Is this wrong? I think the core of that question goes back to what I tried to discuss in my last post on this topic: What defines a "dick"?
My argument was that things like the above aren't being dickish. They're perfectly reasonable given that some people need that societal pressure of being made fun of to reevaluate their position. This is echoed by Les at SEB.
But even if it is what people need to hear, isn't it still being a dick? I think the key here is moderation. It's the difference between what makes an ad hominem fallacy, and what makes a strongly worded argument. In the former, there is no logical basis or evidence. It's simply character assassination. In the latter, it's spice to the mix. You want a little to get people to sit up and pay attention, but it shouldn't be overwhelming.
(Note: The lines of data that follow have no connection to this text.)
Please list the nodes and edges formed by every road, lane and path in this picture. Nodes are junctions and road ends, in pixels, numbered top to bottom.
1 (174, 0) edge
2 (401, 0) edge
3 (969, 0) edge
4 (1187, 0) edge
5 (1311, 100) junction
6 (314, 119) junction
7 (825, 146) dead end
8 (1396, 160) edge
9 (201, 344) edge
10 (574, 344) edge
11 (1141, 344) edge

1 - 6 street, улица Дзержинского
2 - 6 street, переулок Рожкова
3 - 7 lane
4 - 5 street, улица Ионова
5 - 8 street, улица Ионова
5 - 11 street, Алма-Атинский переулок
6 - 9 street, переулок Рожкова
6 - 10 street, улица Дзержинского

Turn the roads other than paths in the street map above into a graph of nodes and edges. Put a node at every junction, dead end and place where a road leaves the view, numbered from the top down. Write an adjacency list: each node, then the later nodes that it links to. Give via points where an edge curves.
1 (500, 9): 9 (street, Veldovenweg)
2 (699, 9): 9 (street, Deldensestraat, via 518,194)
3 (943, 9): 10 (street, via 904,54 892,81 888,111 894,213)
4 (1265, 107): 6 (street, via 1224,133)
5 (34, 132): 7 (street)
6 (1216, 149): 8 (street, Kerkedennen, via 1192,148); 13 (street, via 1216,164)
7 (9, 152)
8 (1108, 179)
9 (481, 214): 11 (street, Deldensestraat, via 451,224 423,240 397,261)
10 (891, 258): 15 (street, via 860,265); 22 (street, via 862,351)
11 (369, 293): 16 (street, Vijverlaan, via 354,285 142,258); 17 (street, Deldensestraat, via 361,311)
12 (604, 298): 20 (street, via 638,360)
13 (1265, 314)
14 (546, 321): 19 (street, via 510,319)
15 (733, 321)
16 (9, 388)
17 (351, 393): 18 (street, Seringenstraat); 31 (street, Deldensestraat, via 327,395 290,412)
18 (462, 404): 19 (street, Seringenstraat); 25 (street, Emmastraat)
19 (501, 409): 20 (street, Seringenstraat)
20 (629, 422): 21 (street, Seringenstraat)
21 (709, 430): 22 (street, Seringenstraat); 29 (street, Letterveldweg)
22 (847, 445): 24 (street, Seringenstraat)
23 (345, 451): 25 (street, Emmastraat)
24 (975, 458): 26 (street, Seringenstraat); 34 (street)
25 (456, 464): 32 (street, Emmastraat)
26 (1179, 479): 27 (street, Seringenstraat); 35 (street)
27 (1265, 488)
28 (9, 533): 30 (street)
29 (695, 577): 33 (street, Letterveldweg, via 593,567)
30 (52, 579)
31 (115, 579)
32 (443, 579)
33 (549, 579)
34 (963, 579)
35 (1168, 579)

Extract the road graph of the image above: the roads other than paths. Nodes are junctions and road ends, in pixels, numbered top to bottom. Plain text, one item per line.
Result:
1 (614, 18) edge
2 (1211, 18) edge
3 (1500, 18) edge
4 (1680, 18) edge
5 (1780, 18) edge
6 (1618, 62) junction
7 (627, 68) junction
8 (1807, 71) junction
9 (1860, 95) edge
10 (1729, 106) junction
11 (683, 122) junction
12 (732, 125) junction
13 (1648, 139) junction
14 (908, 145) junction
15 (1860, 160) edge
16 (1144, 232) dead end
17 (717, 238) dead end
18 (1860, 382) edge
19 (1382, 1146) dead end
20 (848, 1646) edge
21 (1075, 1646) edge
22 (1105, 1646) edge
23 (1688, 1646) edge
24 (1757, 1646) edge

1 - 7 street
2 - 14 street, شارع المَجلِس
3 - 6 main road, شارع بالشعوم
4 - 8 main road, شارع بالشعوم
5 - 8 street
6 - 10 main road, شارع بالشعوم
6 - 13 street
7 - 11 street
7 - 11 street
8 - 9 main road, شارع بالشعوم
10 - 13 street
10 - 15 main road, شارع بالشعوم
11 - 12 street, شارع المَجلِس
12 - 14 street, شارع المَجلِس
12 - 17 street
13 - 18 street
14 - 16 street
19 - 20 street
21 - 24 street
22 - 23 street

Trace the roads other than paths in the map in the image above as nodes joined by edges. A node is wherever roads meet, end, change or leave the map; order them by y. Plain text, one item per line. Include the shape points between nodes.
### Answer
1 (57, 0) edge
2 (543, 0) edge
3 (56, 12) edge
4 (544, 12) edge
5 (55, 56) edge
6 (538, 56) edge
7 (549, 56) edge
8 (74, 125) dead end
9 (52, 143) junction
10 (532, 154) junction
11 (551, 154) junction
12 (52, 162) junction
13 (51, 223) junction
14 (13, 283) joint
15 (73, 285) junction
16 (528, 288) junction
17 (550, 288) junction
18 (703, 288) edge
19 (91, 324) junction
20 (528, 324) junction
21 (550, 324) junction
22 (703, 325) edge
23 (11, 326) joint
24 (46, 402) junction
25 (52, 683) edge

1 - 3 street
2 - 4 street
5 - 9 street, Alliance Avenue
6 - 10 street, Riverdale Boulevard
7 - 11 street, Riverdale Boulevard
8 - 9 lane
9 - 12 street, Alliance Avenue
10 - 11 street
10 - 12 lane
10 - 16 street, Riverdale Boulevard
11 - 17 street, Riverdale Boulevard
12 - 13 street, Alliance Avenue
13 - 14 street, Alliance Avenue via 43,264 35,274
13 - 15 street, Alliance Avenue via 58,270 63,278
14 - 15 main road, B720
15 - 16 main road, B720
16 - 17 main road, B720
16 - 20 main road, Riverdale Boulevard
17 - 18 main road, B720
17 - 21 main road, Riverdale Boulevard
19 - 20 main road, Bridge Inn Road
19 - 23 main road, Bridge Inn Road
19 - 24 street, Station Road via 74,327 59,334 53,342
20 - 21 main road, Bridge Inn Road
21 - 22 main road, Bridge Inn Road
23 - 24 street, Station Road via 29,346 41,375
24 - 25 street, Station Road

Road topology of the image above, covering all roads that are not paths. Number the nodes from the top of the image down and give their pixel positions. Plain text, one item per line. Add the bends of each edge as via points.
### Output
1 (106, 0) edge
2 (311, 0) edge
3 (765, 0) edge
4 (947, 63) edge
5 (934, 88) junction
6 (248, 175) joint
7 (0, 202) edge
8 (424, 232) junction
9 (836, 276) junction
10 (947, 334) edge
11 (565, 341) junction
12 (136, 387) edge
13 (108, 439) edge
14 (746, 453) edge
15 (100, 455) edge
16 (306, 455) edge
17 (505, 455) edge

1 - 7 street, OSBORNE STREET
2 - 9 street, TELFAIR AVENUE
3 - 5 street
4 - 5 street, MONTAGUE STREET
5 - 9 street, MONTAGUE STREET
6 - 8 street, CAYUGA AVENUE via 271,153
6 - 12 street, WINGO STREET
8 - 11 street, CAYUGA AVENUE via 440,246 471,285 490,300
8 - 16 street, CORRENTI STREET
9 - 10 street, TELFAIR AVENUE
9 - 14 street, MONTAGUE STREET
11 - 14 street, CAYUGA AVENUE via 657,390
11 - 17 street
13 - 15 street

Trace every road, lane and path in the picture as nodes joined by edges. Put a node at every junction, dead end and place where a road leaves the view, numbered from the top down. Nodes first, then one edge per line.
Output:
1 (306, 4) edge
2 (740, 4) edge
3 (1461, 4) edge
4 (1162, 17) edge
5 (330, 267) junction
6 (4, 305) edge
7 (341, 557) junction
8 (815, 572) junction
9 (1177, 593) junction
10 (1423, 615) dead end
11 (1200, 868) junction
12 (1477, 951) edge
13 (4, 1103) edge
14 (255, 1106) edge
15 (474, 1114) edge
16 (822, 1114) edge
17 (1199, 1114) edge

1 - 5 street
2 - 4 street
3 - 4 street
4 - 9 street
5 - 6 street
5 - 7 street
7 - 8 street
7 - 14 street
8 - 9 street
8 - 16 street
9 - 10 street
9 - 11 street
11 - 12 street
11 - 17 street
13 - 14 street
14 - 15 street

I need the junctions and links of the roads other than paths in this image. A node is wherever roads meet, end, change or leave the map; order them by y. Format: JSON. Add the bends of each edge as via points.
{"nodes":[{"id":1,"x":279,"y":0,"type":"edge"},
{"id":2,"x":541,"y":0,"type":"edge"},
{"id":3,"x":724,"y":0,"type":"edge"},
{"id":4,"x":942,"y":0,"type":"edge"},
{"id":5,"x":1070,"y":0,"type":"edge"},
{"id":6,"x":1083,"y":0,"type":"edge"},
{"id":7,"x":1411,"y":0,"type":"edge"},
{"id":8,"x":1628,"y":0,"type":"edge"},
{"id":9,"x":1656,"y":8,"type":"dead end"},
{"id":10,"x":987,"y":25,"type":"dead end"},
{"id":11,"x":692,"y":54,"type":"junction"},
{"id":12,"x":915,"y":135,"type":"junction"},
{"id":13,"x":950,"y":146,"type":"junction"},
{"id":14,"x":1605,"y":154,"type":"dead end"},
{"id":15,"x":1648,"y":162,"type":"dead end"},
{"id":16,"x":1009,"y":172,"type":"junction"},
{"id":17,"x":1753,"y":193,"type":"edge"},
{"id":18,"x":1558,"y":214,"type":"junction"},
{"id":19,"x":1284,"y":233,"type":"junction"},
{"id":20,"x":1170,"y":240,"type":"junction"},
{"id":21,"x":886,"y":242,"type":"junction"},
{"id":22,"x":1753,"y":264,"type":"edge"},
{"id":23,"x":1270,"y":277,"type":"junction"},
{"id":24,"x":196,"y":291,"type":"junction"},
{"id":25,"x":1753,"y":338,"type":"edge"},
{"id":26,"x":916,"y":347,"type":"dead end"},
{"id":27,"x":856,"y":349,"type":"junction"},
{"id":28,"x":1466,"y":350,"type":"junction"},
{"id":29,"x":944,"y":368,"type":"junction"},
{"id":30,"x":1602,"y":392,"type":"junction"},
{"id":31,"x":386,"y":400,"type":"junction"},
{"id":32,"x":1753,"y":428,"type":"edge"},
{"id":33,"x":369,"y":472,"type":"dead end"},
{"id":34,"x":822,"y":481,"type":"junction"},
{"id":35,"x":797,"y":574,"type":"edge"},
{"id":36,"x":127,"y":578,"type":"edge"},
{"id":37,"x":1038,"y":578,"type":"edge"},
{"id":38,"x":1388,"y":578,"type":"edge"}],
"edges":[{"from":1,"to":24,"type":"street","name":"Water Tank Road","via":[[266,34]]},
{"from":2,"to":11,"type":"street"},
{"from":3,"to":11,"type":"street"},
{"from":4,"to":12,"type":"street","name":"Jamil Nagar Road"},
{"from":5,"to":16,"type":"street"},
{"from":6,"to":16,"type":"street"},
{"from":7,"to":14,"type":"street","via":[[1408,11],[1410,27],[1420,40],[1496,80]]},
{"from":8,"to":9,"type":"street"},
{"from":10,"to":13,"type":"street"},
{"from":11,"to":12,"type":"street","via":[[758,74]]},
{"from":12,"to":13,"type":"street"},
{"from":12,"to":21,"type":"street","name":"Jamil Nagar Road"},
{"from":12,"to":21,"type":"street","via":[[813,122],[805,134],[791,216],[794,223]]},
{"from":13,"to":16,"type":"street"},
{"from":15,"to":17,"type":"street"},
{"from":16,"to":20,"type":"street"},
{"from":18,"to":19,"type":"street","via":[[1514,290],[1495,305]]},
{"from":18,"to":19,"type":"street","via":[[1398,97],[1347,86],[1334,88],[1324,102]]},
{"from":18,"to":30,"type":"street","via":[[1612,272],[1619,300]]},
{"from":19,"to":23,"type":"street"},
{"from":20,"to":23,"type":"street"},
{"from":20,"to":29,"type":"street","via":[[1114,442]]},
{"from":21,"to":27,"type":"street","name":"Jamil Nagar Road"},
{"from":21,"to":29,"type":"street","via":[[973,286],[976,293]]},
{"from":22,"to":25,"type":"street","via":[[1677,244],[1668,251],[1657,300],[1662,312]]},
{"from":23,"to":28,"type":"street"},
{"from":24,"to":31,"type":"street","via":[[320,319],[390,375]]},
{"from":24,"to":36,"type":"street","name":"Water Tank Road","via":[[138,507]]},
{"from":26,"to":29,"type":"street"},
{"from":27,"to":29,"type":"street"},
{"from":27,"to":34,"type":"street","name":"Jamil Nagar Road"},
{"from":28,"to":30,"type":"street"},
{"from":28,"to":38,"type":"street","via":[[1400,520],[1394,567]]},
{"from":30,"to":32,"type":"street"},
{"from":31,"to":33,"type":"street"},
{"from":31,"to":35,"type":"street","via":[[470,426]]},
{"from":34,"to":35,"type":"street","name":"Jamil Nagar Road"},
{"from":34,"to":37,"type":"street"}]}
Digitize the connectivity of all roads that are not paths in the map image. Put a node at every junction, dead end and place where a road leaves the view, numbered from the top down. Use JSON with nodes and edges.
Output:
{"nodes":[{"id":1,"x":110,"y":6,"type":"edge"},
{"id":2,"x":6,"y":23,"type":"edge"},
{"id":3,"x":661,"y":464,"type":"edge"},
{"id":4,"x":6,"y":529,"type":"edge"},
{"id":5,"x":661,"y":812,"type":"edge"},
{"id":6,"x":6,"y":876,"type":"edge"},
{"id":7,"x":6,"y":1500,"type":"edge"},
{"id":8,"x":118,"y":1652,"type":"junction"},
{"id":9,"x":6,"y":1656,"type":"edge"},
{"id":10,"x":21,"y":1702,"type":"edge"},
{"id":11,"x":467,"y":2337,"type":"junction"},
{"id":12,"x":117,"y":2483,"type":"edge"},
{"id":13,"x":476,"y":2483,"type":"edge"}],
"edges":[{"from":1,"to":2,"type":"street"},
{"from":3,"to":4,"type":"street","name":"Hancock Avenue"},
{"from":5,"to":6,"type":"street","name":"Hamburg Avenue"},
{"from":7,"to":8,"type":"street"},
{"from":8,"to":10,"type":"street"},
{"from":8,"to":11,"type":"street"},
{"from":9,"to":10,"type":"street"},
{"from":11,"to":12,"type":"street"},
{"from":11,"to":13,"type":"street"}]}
My biggest problem with Phil's speech and his subsequent follow up, is that he's repeatedly failed to draw this line. He's left it worthlessly vague, giving no concrete examples by which to distinguish leaving people to infer what he's meant. Does it include people like myself, Les Jenkins, Jerry Coyne, PZ Myers, Richard Dawkins, and Penn & Teller, who will all outright call Creationists and other woo-woo peddlers "fools", or is the line further out leaving only people whose "logic in those situations is left by the wayside"?
One of Phil's major points was that, before you say something, you should stop to consider if it's really helping. Well, how has chiding people for doing something that hasn't been defined helping?